_Collected data_:

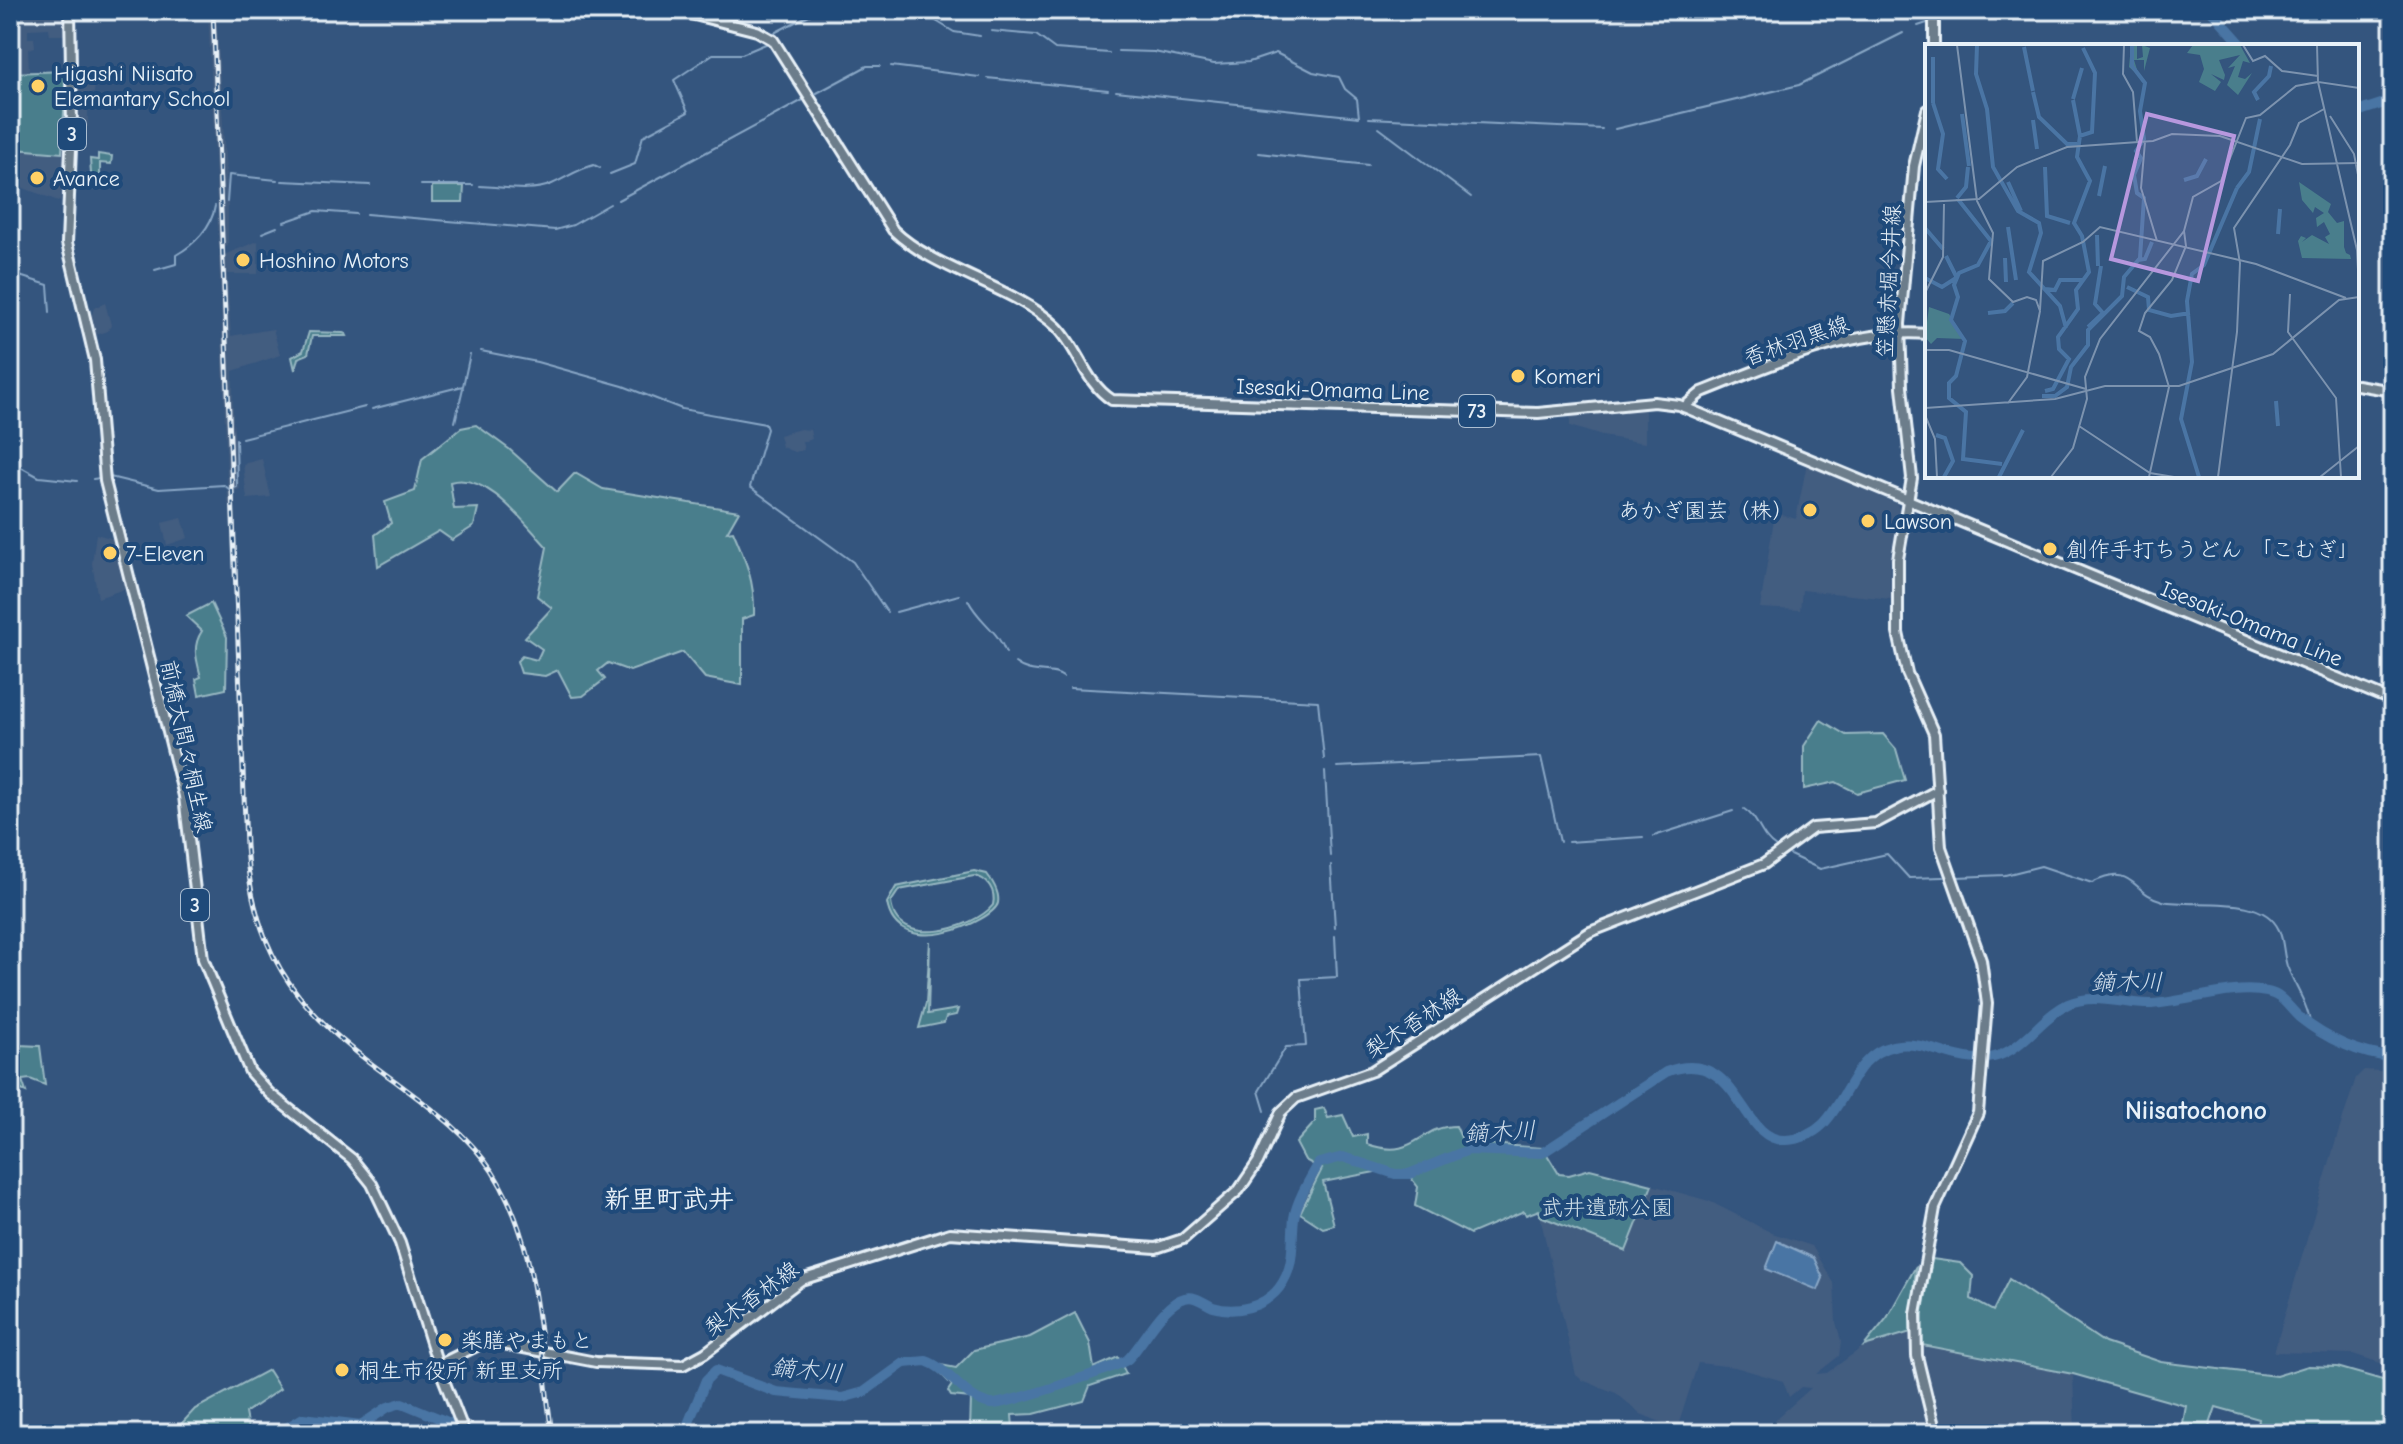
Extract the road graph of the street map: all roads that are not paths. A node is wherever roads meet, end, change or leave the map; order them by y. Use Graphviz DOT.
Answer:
graph roads {
  1 [pos="70,10"];
  2 [pos="675,10"];
  3 [pos="1934,10"];
  4 [pos="1934,44"];
  5 [pos="1925,119"];
  6 [pos="1900,333"];
  7 [pos="1925,334"];
  8 [pos="2359,385"];
  9 [pos="2393,391"];
  10 [pos="1684,407"];
  11 [pos="1909,503"];
  12 [pos="2393,701"];
  13 [pos="1938,790"];
  14 [pos="438,1365"];
  15 [pos="465,1433"];
  16 [pos="1936,1434"];
  1 -- 14 [label="main road, 前橋大間々桐生線 / 3"];
  2 -- 10 [label="main road, Isesaki-Omama Line / 73"];
  3 -- 4 [label="main road"];
  5 -- 6 [label="main road, 笠懸赤堀今井線"];
  6 -- 7 [label="main road, 香林羽黒線"];
  6 -- 10 [label="main road, 香林羽黒線"];
  6 -- 11 [label="main road, 笠懸赤堀今井線"];
  8 -- 9 [label="main road"];
  10 -- 11 [label="main road, Isesaki-Omama Line / 73"];
  11 -- 12 [label="main road, Isesaki-Omama Line / 73"];
  11 -- 13 [label="main road"];
  13 -- 14 [label="main road, 梨木香林線"];
  13 -- 16 [label="main road"];
  14 -- 15 [label="main road, 前橋大間々桐生線 / 3"];
}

_Problem statement_: The records above are to be copied exactly, without their pictures.

_Written response_:
Extract the road graph of the street map: all roads that are not paths. A node is wherever roads meet, end, change or leave the map; order them by y. Use Graphviz DOT.
Answer:
graph roads {
  1 [pos="70,10"];
  2 [pos="675,10"];
  3 [pos="1934,10"];
  4 [pos="1934,44"];
  5 [pos="1925,119"];
  6 [pos="1900,333"];
  7 [pos="1925,334"];
  8 [pos="2359,385"];
  9 [pos="2393,391"];
  10 [pos="1684,407"];
  11 [pos="1909,503"];
  12 [pos="2393,701"];
  13 [pos="1938,790"];
  14 [pos="438,1365"];
  15 [pos="465,1433"];
  16 [pos="1936,1434"];
  1 -- 14 [label="main road, 前橋大間々桐生線 / 3"];
  2 -- 10 [label="main road, Isesaki-Omama Line / 73"];
  3 -- 4 [label="main road"];
  5 -- 6 [label="main road, 笠懸赤堀今井線"];
  6 -- 7 [label="main road, 香林羽黒線"];
  6 -- 10 [label="main road, 香林羽黒線"];
  6 -- 11 [label="main road, 笠懸赤堀今井線"];
  8 -- 9 [label="main road"];
  10 -- 11 [label="main road, Isesaki-Omama Line / 73"];
  11 -- 12 [label="main road, Isesaki-Omama Line / 73"];
  11 -- 13 [label="main road"];
  13 -- 14 [label="main road, 梨木香林線"];
  13 -- 16 [label="main road"];
  14 -- 15 [label="main road, 前橋大間々桐生線 / 3"];
}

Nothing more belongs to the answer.